Un gran gol, di quelli che segna il più grosso dell'oratorio a 12 anni.

4. Edson Braafheid

Per motivi simili a quelli di Okaka, apprezzo anche la storia di Edson Braafheid: un passato al Bayern Monaco e nella nazionale olandese (seppure per pochino, dieci presenze in due anni), è arrivato alla Lazio in estate dopo un provino (quando sento la parola "provino", una delle prime cose che mi viene in mente è la vicenda di Zè Eduardo fra Milan e Genoa, di due anni fa). Nelle ultime tre partite su quattro, anche a causa di qualche guaio fisico, come terzino sinistro gli è stato preferito Radu. In quelle che ha giocato, soprattutto contro Udinese, Palermo e Cagliari, ho visto un terzino molto più difensore che giocatore di fascia, ordinato, un po' goffo ma sostanzialmente efficace (contro l'Udinese, nonostante avesse davanti uno bravino come Widmer, è riuscito più volte ad arrivare al cross, e mettere qualche palla in mezzo). Un terzino perfetto per una difesa a quattro le cui fasce non sono essenziali al gioco offensivo: cioè quella della Lazio di quest'anno.

Nonostante sia un video di YouTube - nei quali persino José Ángel, come dice quello, sembra forte - e per di più di quattro anni fa, c'è tutto il Braafhied che abbiamo visto nelle prime giornate di Serie A: astuto uso del proprio corpo, grande senso della posizione, un'impressione generale di solidità ed efficacia.

3. Franco Vázquez

Arriva al Palermo nel gennaio del 2012, acquistato dal Belgrano a titolo definitivo per circa 4,5 milioni di euro, sei mesi dopo la cessione di Javier Pastore al Paris Saint-Germain. Prevedibilmente, fu presentato come "il nuovo Pastore II", qualche mese dopo i precoci e allarmanti fallimenti del primo, l'israeliano Eran Zahavi (uno che appena se n'è andato da Palermo ha cominciato a segnare a secchiate). Dopo una stagione così così venne mandato in prestito al Rayo Vallecano, in Liga, dove fece sostanzialmente la riserva. A due anni di distanza dal suo acquisto - cioè nove allenatori dopo, in unità di misura Zamparini - è tornato utile a Iachini, in Serie B, nell'ultima parte di stagione. Stessa cosa, nelle prime partite di quest'anno: Vázquez - una specie di via di mezzo fra un trequartista con un gran piede, un esterno e una seconda punta - nel 3-5-2 di Iachini ha giocato spesso lì davanti assieme a Paulo Dybala (uno troppo giovane per finire in questa classifica), pascolando spesso sulla sinistra - è mancino - e alternando giocate un po' lente ad accelerazioni e dribbling improvvisi, di quelli un po' dinoccolati alla Ricky Álvarez (ma molto più elegante). In undici partite, tutte giocate da titolare, ha anche segnato 3 gol e creato 20 occasioni da gol, in maggioranza passaggi intelligenti a ridosso dell'area avversaria. Un ex bidone utile e bello da vedere, insomma.

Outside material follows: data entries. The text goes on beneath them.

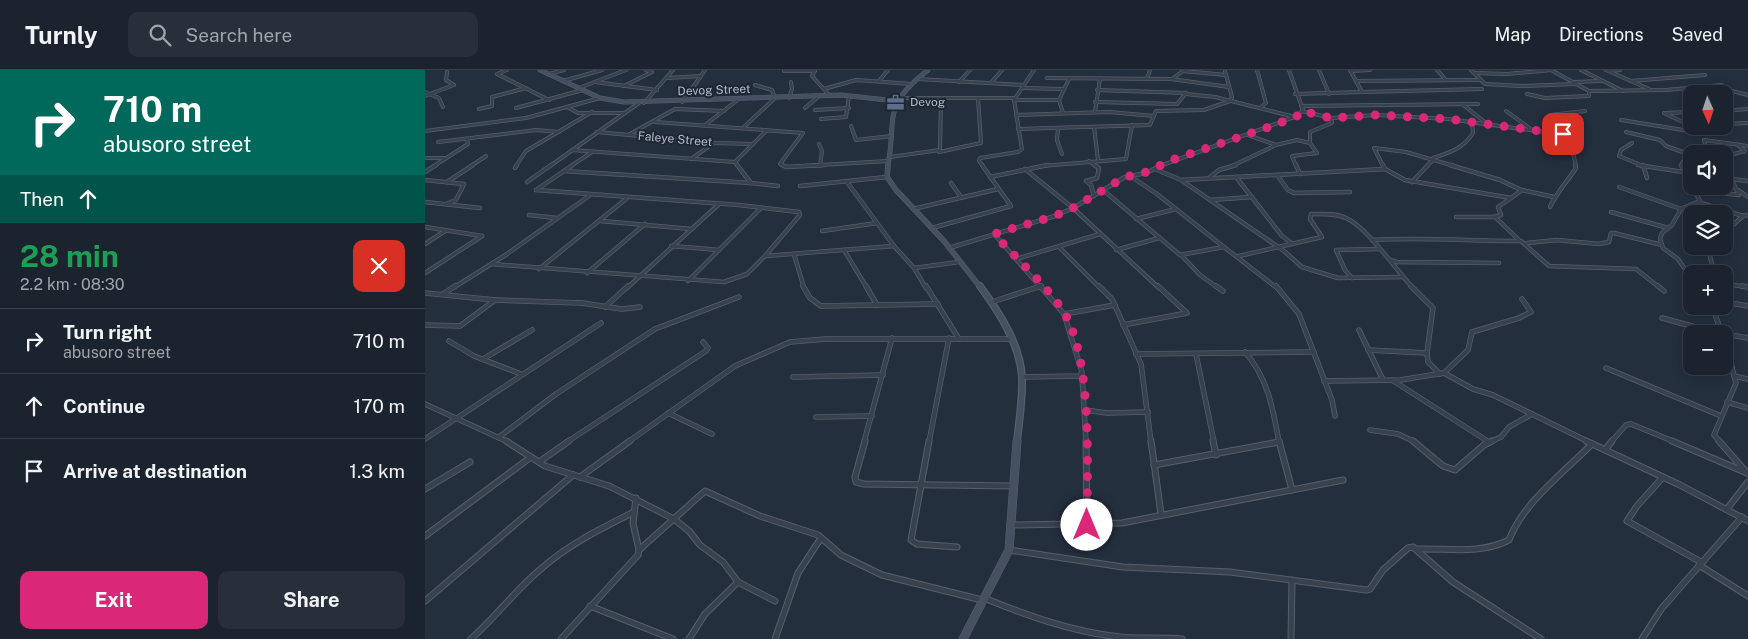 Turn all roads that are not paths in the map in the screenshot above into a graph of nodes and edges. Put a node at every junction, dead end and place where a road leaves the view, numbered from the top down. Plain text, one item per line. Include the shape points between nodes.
1 (507, 70) edge
2 (540, 70) edge
3 (564, 70) edge
4 (602, 70) edge
5 (626, 70) edge
6 (646, 70) edge
7 (673, 70) edge
8 (705, 70) edge
9 (784, 70) edge
10 (815, 70) edge
11 (888, 70) edge
12 (928, 70) edge
13 (970, 70) edge
14 (1002, 70) edge
15 (1034, 70) edge
16 (1150, 70) edge
17 (1225, 70) edge
18 (1257, 70) edge
19 (1289, 70) edge
20 (1319, 70) edge
21 (1370, 70) edge
22 (1437, 70) edge
23 (1471, 70) edge
24 (1496, 70) edge
25 (1552, 70) edge
26 (1581, 70) edge
27 (1620, 70) edge
28 (1351, 71) edge
29 (1608, 71) edge
30 (447, 72) dead end
31 (1474, 73) junction
32 (549, 74) junction
33 (1499, 74) junction
34 (1227, 75) junction
35 (1705, 75) dead end
36 (701, 76) junction
37 (668, 78) junction
38 (1047, 78) dead end
39 (918, 79) junction
40 (1069, 79) junction
41 (1100, 79) junction
42 (1147, 79) junction
43 (1172, 79) junction
44 (1446, 80) junction
45 (1479, 80) junction
46 (563, 81) junction
47 (879, 81) junction
48 (1356, 81) junction
49 (1602, 81) junction
50 (1631, 81) junction
51 (595, 82) junction
52 (791, 82) dead end
53 (959, 82) junction
54 (991, 83) junction
55 (1575, 83) junction
56 (912, 84) junction
57 (755, 85) dead end
58 (624, 86) junction
59 (1023, 86) junction
60 (1229, 87) junction
61 (526, 88) junction
62 (1683, 88) edge
63 (824, 89) junction
64 (1063, 89) junction
65 (1482, 89) dead end
66 (581, 90) junction
67 (657, 90) junction
68 (1097, 90) junction
69 (1651, 90) junction
70 (1589, 91) junction
71 (1733, 91) edge
72 (425, 92) edge
73 (1362, 92) junction
74 (1625, 92) junction
75 (431, 94) junction
76 (1186, 94) junction
77 (1295, 94) junction
78 (1329, 94) junction
79 (1527, 94) dead end
80 (1748, 94) edge
81 (425, 96) edge
82 (830, 96) junction
83 (849, 96) junction
84 (818, 97) junction
85 (600, 98) junction
86 (775, 98) junction
87 (789, 98) junction
88 (941, 98) junction
89 (978, 98) junction
90 (1014, 99) junction
91 (549, 100) junction
92 (739, 100) junction
93 (897, 100) junction
94 (1059, 100) junction
95 (1230, 101) junction
96 (682, 102) junction
97 (1095, 102) junction
98 (639, 103) junction
99 (645, 103) junction
100 (1461, 104) junction
101 (1478, 104) dead end
102 (1301, 106) junction
103 (443, 107) dead end
104 (567, 107) junction
105 (517, 108) dead end
106 (805, 108) dead end
107 (849, 108) junction
108 (1260, 108) junction
109 (479, 109) dead end
110 (1748, 109) edge
111 (815, 110) dead end
112 (1733, 110) edge
113 (724, 111) junction
114 (1302, 111) junction
115 (1506, 111) dead end
116 (1585, 111) dead end
117 (592, 112) junction
118 (1095, 112) junction
119 (1683, 112) edge
120 (625, 113) junction
121 (1063, 114) junction
122 (1016, 115) junction
123 (1154, 116) junction
124 (1295, 117) junction
125 (1331, 118) junction
126 (821, 119) dead end
127 (1621, 120) dead end
128 (1472, 121) junction
129 (1683, 121) edge
130 (655, 122) junction
131 (1486, 123) junction
132 (1748, 123) edge
133 (1733, 124) edge
134 (705, 125) junction
135 (1132, 125) junction
136 (851, 126) dead end
137 (1094, 126) junction
138 (743, 128) junction
139 (1058, 128) junction
140 (1018, 129) junction
141 (767, 130) junction
142 (1533, 130) junction
143 (425, 131) edge
144 (559, 132) junction
145 (597, 132) junction
146 (1626, 132) dead end
147 (1683, 132) edge
148 (628, 135) junction
149 (1248, 135) junction
150 (1703, 135) edge
151 (892, 136) junction
152 (1569, 136) junction
153 (466, 139) junction
154 (1705, 140) junction
155 (438, 142) dead end
156 (1310, 142) junction
157 (714, 143) junction
158 (1632, 143) dead end
159 (753, 144) junction
160 (819, 144) dead end
161 (1276, 145) junction
162 (1706, 145) edge
163 (1738, 145) junction
164 (1748, 146) edge
165 (572, 150) junction
166 (592, 152) junction
167 (939, 152) junction
168 (1683, 153) edge
169 (1062, 154) dead end
170 (1733, 154) edge
171 (486, 156) dead end
172 (425, 158) edge
173 (446, 158) junction
174 (691, 159) junction
175 (889, 159) junction
176 (1433, 159) junction
177 (1098, 160) junction
178 (1089, 161) junction
179 (1683, 161) edge
180 (735, 162) junction
181 (1643, 165) junction
182 (820, 166) junction
183 (515, 168) dead end
184 (1025, 169) junction
185 (1155, 169) junction
186 (1385, 169) junction
187 (564, 171) junction
188 (425, 172) edge
189 (1683, 172) joint
190 (1300, 174) junction
191 (1277, 175) junction
192 (1130, 176) junction
193 (887, 177) junction
194 (990, 177) junction
195 (1210, 177) junction
196 (1236, 177) junction
197 (1647, 178) dead end
198 (425, 180) edge
199 (1181, 180) junction
200 (1748, 181) edge
201 (447, 182) junction
202 (527, 182) dead end
203 (847, 182) junction
204 (1411, 182) junction
205 (751, 183) junction
206 (951, 183) dead end
207 (778, 186) dead end
208 (799, 186) dead end
209 (1619, 187) dead end
210 (999, 189) junction
211 (1737, 189) junction
212 (1103, 190) junction
213 (1521, 190) junction
214 (1350, 192) dead end
215 (1733, 194) edge
216 (1697, 195) edge
217 (1739, 195) junction
218 (589, 196) junction
219 (1094, 196) junction
220 (961, 197) junction
221 (1252, 197) junction
222 (1554, 197) junction
223 (1748, 197) edge
224 (627, 198) junction
225 (1511, 198) junction
226 (1209, 200) junction
227 (425, 202) edge
228 (1699, 202) junction
229 (446, 204) junction
230 (718, 204) junction
231 (1549, 207) dead end
232 (480, 208) dead end
233 (761, 208) junction
234 (1073, 208) junction
235 (913, 209) junction
236 (1681, 209) junction
237 (1176, 210) junction
238 (1611, 212) dead end
239 (529, 215) dead end
240 (1748, 215) edge
241 (1743, 216) junction
242 (1457, 217) dead end
243 (1495, 217) junction
244 (556, 218) junction
245 (1136, 219) junction
246 (600, 221) junction
247 (877, 223) junction
248 (645, 224) junction
249 (1733, 225) edge
250 (425, 227) edge
251 (932, 228) junction
252 (1668, 228) junction
253 (691, 229) junction
254 (445, 231) junction
255 (823, 231) dead end
256 (994, 234) junction
257 (1100, 234) junction
258 (1159, 238) junction
259 (1372, 240) junction
260 (1521, 241) junction
261 (1290, 242) junction
262 (1527, 243) junction
263 (425, 244) edge
264 (1662, 245) junction
265 (671, 246) junction
266 (894, 246) junction
267 (1276, 246) junction
268 (1059, 247) junction
269 (1224, 247) junction
270 (949, 248) junction
271 (1380, 249) junction
272 (719, 250) junction
273 (844, 250) junction
274 (1116, 250) junction
275 (794, 254) junction
276 (765, 256) junction
277 (1183, 256) junction
278 (1239, 256) junction
279 (1016, 259) junction
280 (1387, 259) junction
281 (959, 262) junction
282 (1499, 263) dead end
283 (491, 264) junction
284 (539, 268) junction
285 (914, 268) junction
286 (1683, 269) edge
287 (425, 273) edge
288 (587, 273) junction
289 (638, 277) junction
290 (1402, 277) junction
291 (1352, 278) junction
292 (688, 281) junction
293 (1733, 285) edge
294 (1042, 286) junction
295 (1748, 287) edge
296 (1223, 291) dead end
297 (1664, 292) dead end
298 (425, 293) edge
299 (443, 294) junction
300 (739, 297) dead end
301 (1522, 299) dead end
302 (495, 300) junction
303 (992, 302) junction
304 (938, 304) junction
305 (1733, 304) edge
306 (877, 305) junction
307 (1115, 305) junction
308 (605, 306) junction
309 (1748, 306) edge
310 (640, 307) dead end
311 (1064, 314) junction
312 (1662, 318) dead end
313 (601, 323) dead end
314 (425, 325) edge
315 (1123, 325) junction
316 (1687, 325) edge
317 (532, 330) dead end
318 (1359, 330) dead end
319 (1733, 336) edge
320 (892, 338) junction
321 (949, 338) junction
322 (1748, 338) edge
323 (959, 339) junction
324 (1012, 339) junction
325 (449, 341) dead end
326 (703, 342) dead end
327 (1368, 350) junction
328 (1245, 352) junction
329 (1314, 352) junction
330 (1427, 353) junction
331 (1137, 354) junction
332 (1196, 354) junction
333 (483, 359) junction
334 (1606, 368) dead end
335 (1733, 372) edge
336 (1442, 373) junction
337 (521, 374) junction
338 (883, 375) junction
339 (1082, 375) junction
340 (1734, 376) junction
341 (793, 377) dead end
342 (1022, 377) junction
343 (1748, 379) edge
344 (1383, 380) junction
345 (1392, 380) junction
346 (1324, 382) junction
347 (1727, 402) junction
348 (425, 404) edge
349 (435, 407) junction
350 (425, 408) edge
351 (1748, 408) edge
352 (1085, 410) junction
353 (1148, 412) junction
354 (668, 414) junction
355 (1532, 414) junction
356 (872, 416) junction
357 (1335, 416) dead end
358 (1721, 416) junction
359 (457, 418) junction
360 (816, 418) dead end
361 (1370, 430) dead end
362 (712, 434) dead end
363 (499, 437) junction
364 (425, 439) edge
365 (1279, 442) junction
366 (1489, 442) junction
367 (1592, 444) junction
368 (1605, 450) junction
369 (1216, 455) junction
370 (531, 457) junction
371 (469, 462) dead end
372 (539, 462) junction
373 (1154, 465) junction
374 (1747, 471) edge
375 (573, 475) junction
376 (580, 477) junction
377 (1663, 477) junction
378 (1343, 480) dead end
379 (1748, 482) edge
380 (921, 484) junction
381 (1013, 486) junction
382 (425, 489) edge
383 (1292, 490) junction
384 (636, 498) junction
385 (1727, 508) junction
386 (634, 512) junction
387 (1161, 514) junction
388 (1742, 517) junction
389 (674, 519) junction
390 (1748, 521) edge
391 (1010, 525) junction
392 (1087, 525) junction
393 (425, 536) edge
394 (821, 538) junction
395 (957, 547) dead end
396 (1417, 548) junction
397 (639, 550) junction
398 (1009, 550) junction
399 (1700, 563) junction
400 (1292, 580) junction
401 (737, 582) junction
402 (1748, 596) edge
403 (983, 599) junction
404 (425, 601) edge
405 (775, 601) dead end
406 (591, 606) junction
407 (1103, 634) junction
408 (471, 639) edge
409 (561, 639) edge
410 (673, 639) edge
411 (689, 639) edge
412 (775, 639) edge
413 (963, 639) edge
414 (1111, 639) edge
415 (1182, 639) edge
416 (1291, 639) edge
417 (1541, 639) edge
418 (1642, 639) edge

1 - 61 street via 497,74
2 - 32 street, Devog Street
3 - 32 street
4 - 46 street
5 - 51 street
6 - 58 street via 652,72
7 - 37 street
8 - 36 street
9 - 10 street
10 - 63 street via 812,76
11 - 47 street
12 - 39 street
13 - 53 street
14 - 54 street
15 - 59 street
16 - 42 street
17 - 34 street
18 - 108 street via 1266,103
19 - 77 street
20 - 78 street
21 - 28 street
22 - 44 street
23 - 31 street
24 - 33 street
25 - 33 street
25 - 55 street
26 - 49 street
27 - 29 street
28 - 48 street
29 - 50 street
30 - 75 street via 446,80 454,85
31 - 33 street
31 - 45 street
32 - 46 street, Devog Street
34 - 43 street via 1183,71
34 - 60 street
35 - 50 street
36 - 37 street
36 - 96 street
37 - 67 street
38 - 40 street
39 - 53 street
39 - 56 street
40 - 41 street
40 - 64 street
41 - 42 street
41 - 68 street
42 - 43 street
43 - 60 street
44 - 45 street
44 - 48 street
45 - 55 street via 1485,84 1521,86
46 - 66 street, Devog Street
47 - 56 street
47 - 63 street via 845,80
48 - 73 street
49 - 55 street
49 - 74 street
50 - 69 street
51 - 58 street
51 - 66 street
52 - 87 street
53 - 54 street
54 - 59 street
55 - 70 street
56 - 93 street
57 - 86 street via 772,90
58 - 67 street
59 - 64 street
59 - 90 street
60 - 95 street
61 - 91 street
61 - 109 street via 492,97 492,106
62 - 69 street
63 - 82 street
64 - 94 street
65 - 73 street
66 - 85 street, Devog Street
66 - 91 street
67 - 99 street
68 - 76 street
68 - 97 street
69 - 74 street
70 - 74 street
70 - 79 street via 1589,96 1547,98
71 - 80 street
72 - 75 street
73 - 78 street
75 - 81 street
75 - 103 street via 441,100
76 - 95 street
76 - 97 street via 1177,104
77 - 78 street
77 - 102 street
82 - 83 street, Devog Street
82 - 84 street, Devog Street
83 - 93 street, Devog Street
83 - 107 street
84 - 87 street, Devog Street
84 - 106 street
85 - 98 street, Devog Street
85 - 104 street
86 - 87 street, Devog Street
86 - 92 street, Devog Street
86 - 138 street
88 - 89 street
88 - 93 street
88 - 167 street
89 - 90 street
89 - 167 street via 981,143
90 - 94 street
90 - 122 street
91 - 105 street
92 - 96 street, Devog Street
92 - 113 street
93 - 151 street via 892,115
94 - 121 street
95 - 108 street
95 - 123 street via 1210,109 1159,111
96 - 99 street, Devog Street
97 - 118 street
98 - 99 street, Devog Street
98 - 120 street
100 - 101 street
100 - 102 street
100 - 131 street
102 - 114 street
104 - 117 street via 576,113
104 - 143 street via 519,119
107 - 111 street
107 - 126 street via 846,117
108 - 124 street
110 - 112 street
113 - 130 street via 675,109
113 - 134 street
114 - 124 street
114 - 125 street
115 - 142 street
116 - 152 street via 1550,115 1574,135
117 - 120 street
117 - 144 street
118 - 121 street
118 - 123 street
119 - 129 street via 1664,113
120 - 145 street
121 - 122 street
122 - 140 street
123 - 135 street via 1150,125
124 - 149 street
125 - 128 street via 1376,115
125 - 156 street via 1332,123 1310,132
127 - 147 street
128 - 131 street
128 - 176 street via 1473,133 1467,142
130 - 134 street
130 - 148 street
131 - 142 street
132 - 133 street
134 - 138 street
135 - 137 street
135 - 177 street via 1127,158
136 - 151 street via 856,140
137 - 139 street
137 - 177 street
138 - 141 street
139 - 140 street
139 - 169 street via 1057,140
140 - 194 street via 1021,151 979,159
141 - 159 street
141 - 182 street via 804,133 781,166
142 - 152 street
144 - 153 street via 536,130
144 - 183 street via 526,151
145 - 148 street, Faleye Street
145 - 165 street
146 - 168 street via 1660,140
148 - 157 street, Faleye Street
149 - 161 street
149 - 185 street via 1172,160
150 - 154 street
151 - 175 street
152 - 222 street via 1576,168
153 - 155 street
153 - 173 street via 468,144
154 - 162 street
154 - 163 street
156 - 161 street via 1295,140
156 - 190 street via 1317,153 1292,156
157 - 159 street, Faleye Street
157 - 174 street
158 - 181 street via 1621,150 1619,156
159 - 180 street
160 - 182 street via 822,151
161 - 195 street via 1239,164 1216,171
163 - 164 street
163 - 170 street via 1745,151
165 - 166 street
165 - 202 street
166 - 174 street
166 - 187 street
167 - 175 street
171 - 201 street
172 - 173 street
173 - 188 street
174 - 180 street
175 - 182 street
175 - 193 street
176 - 186 street via 1374,148
176 - 204 street
176 - 213 street via 1486,174
177 - 178 street
178 - 184 street
178 - 219 street via 1099,168 1097,178 1086,181 1091,185
179 - 189 street
180 - 205 street
181 - 189 street
181 - 197 street
184 - 194 street
184 - 234 street
185 - 192 street
185 - 199 street
186 - 190 street
186 - 204 street
187 - 205 street
187 - 218 street via 537,192
190 - 191 street
191 - 196 street
191 - 214 street via 1294,193
192 - 212 street
192 - 237 street
193 - 203 street
193 - 235 street
194 - 210 street
195 - 196 street
195 - 199 street
196 - 221 street
198 - 201 street
199 - 226 street
200 - 211 street via 1731,179
201 - 229 street via 463,184 456,200
203 - 208 street
203 - 247 street
204 - 225 street
205 - 207 street
206 - 220 street
209 - 236 street
210 - 220 street
210 - 251 street via 1011,206
211 - 217 street
211 - 223 street
212 - 219 street
212 - 245 street
213 - 222 street
213 - 225 street
215 - 217 street
216 - 228 street
217 - 223 street
218 - 224 street
218 - 244 street
219 - 234 street
220 - 235 street
221 - 226 street
221 - 261 street
222 - 231 street
224 - 230 street
224 - 246 street
225 - 243 street via 1498,206 1501,215
226 - 267 street
227 - 229 street
228 - 236 street
228 - 241 street
229 - 232 street
230 - 233 street
230 - 253 street
233 - 272 street
233 - 276 street via 800,214
234 - 256 street
234 - 257 street
235 - 251 street
236 - 252 street
237 - 245 street
237 - 269 street
238 - 252 street
239 - 244 street
240 - 241 street
241 - 249 street
242 - 243 street
243 - 260 street
244 - 283 street
245 - 258 street
246 - 248 street
246 - 284 street
247 - 255 street
247 - 266 street
248 - 253 street
248 - 288 street
250 - 254 street
251 - 270 street
252 - 264 street via 1662,233
253 - 265 street
254 - 263 street
254 - 287 street via 482,236
256 - 270 street
256 - 279 street
257 - 268 street
257 - 274 street
258 - 274 street
258 - 277 street
259 - 260 street
259 - 261 street via 1344,217 1313,214 1309,216 1322,237
259 - 271 street
260 - 262 street
261 - 267 street
262 - 264 street via 1557,240 1599,244 1609,242 1611,233 1614,233
262 - 297 street via 1549,266 1636,268
264 - 286 street via 1678,259
265 - 272 street
265 - 289 street
266 - 273 street
266 - 285 street
267 - 278 street
267 - 291 street via 1302,267 1325,275
268 - 279 street
268 - 307 street
269 - 277 street
269 - 278 street
270 - 281 street
271 - 280 street
271 - 291 street via 1335,250
272 - 292 street
273 - 275 street
273 - 306 street
274 - 315 street via 1187,313
275 - 276 street
275 - 306 street via 797,274 818,305
276 - 292 street via 747,274 730,281
277 - 296 street via 1200,275
278 - 329 street via 1283,294 1300,317
279 - 294 street
280 - 282 street via 1397,262
280 - 290 street
281 - 285 street
281 - 303 street
283 - 284 street
283 - 299 street
284 - 288 street
285 - 304 street
288 - 289 street
289 - 292 street
289 - 308 street
290 - 291 street
290 - 330 street via 1433,308
293 - 295 street
294 - 303 street
294 - 311 street
298 - 299 street
299 - 302 street
300 - 363 street via 655,329 556,394
301 - 336 street via 1531,312 1484,325 1472,332 1463,357
302 - 308 street
302 - 314 street via 460,326
303 - 324 street
304 - 306 street
304 - 323 street
305 - 309 street
307 - 311 street
307 - 315 street
308 - 310 street
311 - 339 street via 1077,348
312 - 316 street
313 - 337 street
315 - 331 street
317 - 333 street
318 - 327 street
319 - 322 street
320 - 321 street
320 - 338 street
320 - 354 street via 790,342 735,366
321 - 323 street
321 - 380 street
323 - 324 street
324 - 342 street
325 - 333 street
326 - 372 street via 708,348 706,351
327 - 330 street
327 - 344 street
328 - 329 street
328 - 332 street
328 - 365 street via 1258,366 1269,389
329 - 346 street
330 - 336 street via 1428,362
331 - 332 street
331 - 353 street
332 - 369 street
333 - 337 street
334 - 358 street via 1646,381 1662,392
335 - 340 street
336 - 345 street
336 - 355 street
337 - 359 street
338 - 341 street
338 - 356 street
339 - 342 street
339 - 352 street
340 - 343 street
340 - 347 street via 1736,383
342 - 381 street
344 - 345 street
344 - 346 street
345 - 366 street
346 - 357 street via 1333,400
347 - 351 street
347 - 358 street
348 - 349 street
349 - 350 street
349 - 359 street
352 - 353 street
352 - 392 street
353 - 373 street
354 - 362 street
354 - 376 street
355 - 366 street
355 - 367 street
356 - 360 street
356 - 380 street via 856,482
358 - 374 street via 1714,435
359 - 363 street
359 - 364 street
361 - 366 street via 1387,431 1411,440 1452,470
363 - 370 street
365 - 369 street
365 - 383 street
367 - 368 street
367 - 396 street via 1525,511 1509,540 1501,545 1469,551
368 - 374 street via 1626,425 1631,424
368 - 377 street
369 - 373 street
370 - 372 street
370 - 393 street
371 - 382 street
372 - 375 street
373 - 387 street
375 - 376 street
375 - 404 street
376 - 384 street
377 - 385 street
377 - 399 street via 1627,521
378 - 383 street
379 - 385 street
380 - 381 street
380 - 395 street via 911,540 917,544
381 - 391 street
383 - 387 street
384 - 386 street
384 - 389 street
385 - 388 street
386 - 397 street
386 - 408 street via 583,538 537,572
387 - 392 street
388 - 390 street
388 - 399 street
389 - 394 street via 705,492 760,516 811,531
389 - 397 street
389 - 401 street via 723,562
391 - 392 street
391 - 398 street
394 - 403 street via 841,554 882,575
394 - 412 street via 798,573
396 - 400 street via 1408,548 1383,570 1369,590
396 - 417 street via 1453,582
397 - 406 street via 632,563
398 - 400 street via 1123,567 1230,572
398 - 403 street
399 - 402 street
399 - 418 street via 1662,608
400 - 416 street
401 - 405 street
401 - 411 street via 705,614
403 - 407 street via 1031,618
403 - 413 street
406 - 409 street
406 - 410 street
407 - 414 street
407 - 415 street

Il titolo del video dice tutto.

2. Seydou Keita

Confesso di provare un po' di vergogna ad associare il nome di Seydou Keita ad un pezzo sui presunti "bidoni" della Serie A (dopo aver letto il gran pezzo di Fabrizio Gabrielli poi, figuriamoci). Ma la definizione della parola, almeno qui ai piani alti, si allarga: ed era lecito aspettarsi un po' di ruggine, per uno che viene da due stagioni in Cina (ok, e da un'altra mezza al Valencia, da capitano, ma giocando 18 partite). La ruggine non si è manifestata: Keita ha disputato delle gran partite, soprattutto contro la Juventus - una di quelle partite nervose e poco giocate dove i gran giocatori si distinguono dai fragilini. In quella partita, Keita è stato ovunque, ha quasi segnato e ha sbagliato praticamente solo tre passaggi lunghi. Nell'occasione mi è piaciuto anche più di Nainggolan, uno che da quelle parti mi pare di capire venga considerato una specie di fenomeno.

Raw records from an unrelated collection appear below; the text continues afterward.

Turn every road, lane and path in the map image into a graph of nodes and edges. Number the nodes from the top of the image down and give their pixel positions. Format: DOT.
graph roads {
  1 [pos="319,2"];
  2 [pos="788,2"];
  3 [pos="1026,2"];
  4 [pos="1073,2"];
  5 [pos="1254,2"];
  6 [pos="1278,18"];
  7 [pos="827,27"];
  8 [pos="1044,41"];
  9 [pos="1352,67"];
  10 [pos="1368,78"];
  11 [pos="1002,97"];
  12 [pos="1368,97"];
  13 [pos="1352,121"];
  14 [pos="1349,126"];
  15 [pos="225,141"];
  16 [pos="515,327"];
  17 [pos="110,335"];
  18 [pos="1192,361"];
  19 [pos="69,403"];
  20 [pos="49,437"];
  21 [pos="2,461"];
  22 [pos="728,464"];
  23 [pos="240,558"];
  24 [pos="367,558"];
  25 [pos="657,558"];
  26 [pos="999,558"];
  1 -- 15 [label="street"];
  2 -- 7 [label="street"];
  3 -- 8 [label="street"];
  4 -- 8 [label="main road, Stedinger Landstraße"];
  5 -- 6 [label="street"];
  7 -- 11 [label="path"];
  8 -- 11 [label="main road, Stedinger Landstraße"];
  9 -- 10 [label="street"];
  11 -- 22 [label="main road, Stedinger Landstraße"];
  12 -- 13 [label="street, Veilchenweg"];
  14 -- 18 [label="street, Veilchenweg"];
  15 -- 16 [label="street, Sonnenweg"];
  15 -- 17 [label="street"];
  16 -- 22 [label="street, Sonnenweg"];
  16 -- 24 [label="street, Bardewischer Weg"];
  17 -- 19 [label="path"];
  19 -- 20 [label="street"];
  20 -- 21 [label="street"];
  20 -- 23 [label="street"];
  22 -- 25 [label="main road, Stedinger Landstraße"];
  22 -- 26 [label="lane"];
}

Keita va a tanto così dal segnare il suo primo gol con la Roma: rimedierà contro il Torino.

1. Keisuke Honda

Poco più di due mesi fa, quando sembrava ormai chiaro che Inzaghi non avrebbe ottenuto un nuovo esterno alto di destra, qualcuno ha pensato che in quel ruolo potesse rispolverare M'Baye Niang, uno che due anni fa era sembrato sul punto di esplodere (e poi è successa questa cosa qui). Oggi, dopo sei gol in dieci partite e diverse buone prestazioni, in alto a destra è saldamente titolare Keisuke Honda, arrivato a parametro zero meno di un anno fa dal CSKA Mosca. La scorsa stagione, Honda ha giocato poco e male. Seedorf non lo vedeva, o non capiva bene come farcelo stare nel suo 4-2-3-1 (dove invece trovava spazio uno come Adel Taarabt, lo stereotipo vivente del giocatore-bravino-ma-matto); le poche volte in cui giocava, lui stesso sembrava molle e confuso.

Ancora oggi, è fondamentalmente un giocatore brutto, da vedere: non ha un piede elegante - il che non vuol dire che non abbia un'ottima tecnica - non ha una corsa fluida, e spesso si muove a scatti, quasi nervosamente. A volte, controlla persino male il pallone. La sua qualità migliore (oltre a un ottimo mancino) mi sembra il suo discreto fiuto per lo spazio. Oltre a diverse azioni di gioco, lo si vede bene nei gol contro Parma, Empoli e Verona: sia che debba tagliare, sia che debba chiamare la palla in profondità, sia che stia accentrandosi per tirare, trova spesso la posizione perfetta per farlo. Anche se Inzaghi questa cosa se l'è un po' ritrovata per le mani, avere due giocatori diversi sulla fasce - dall'altra parte ci possono giocare El Shaarawy o Menez, uno che comunque fa un po' quello che gli pare - può non essere una cattiva idea: Honda è più trequartista che esterno, caratteristica che lo porta a "vedere" meglio il gioco, e a bilanciare con l'intelligenza la sua scarsa attitudine a fare l'esterno, offrendo ad Inzaghi qualche soluzione in più, sulla carta.

Honda (il secondo dall'alto) sa che Muntari completerà l'inserimento fino in fondo, tirando dritto: di conseguenza taglia in diagonale, aggirando i difensori e attaccando il secondo palo, senza che Acquah se ne accorga.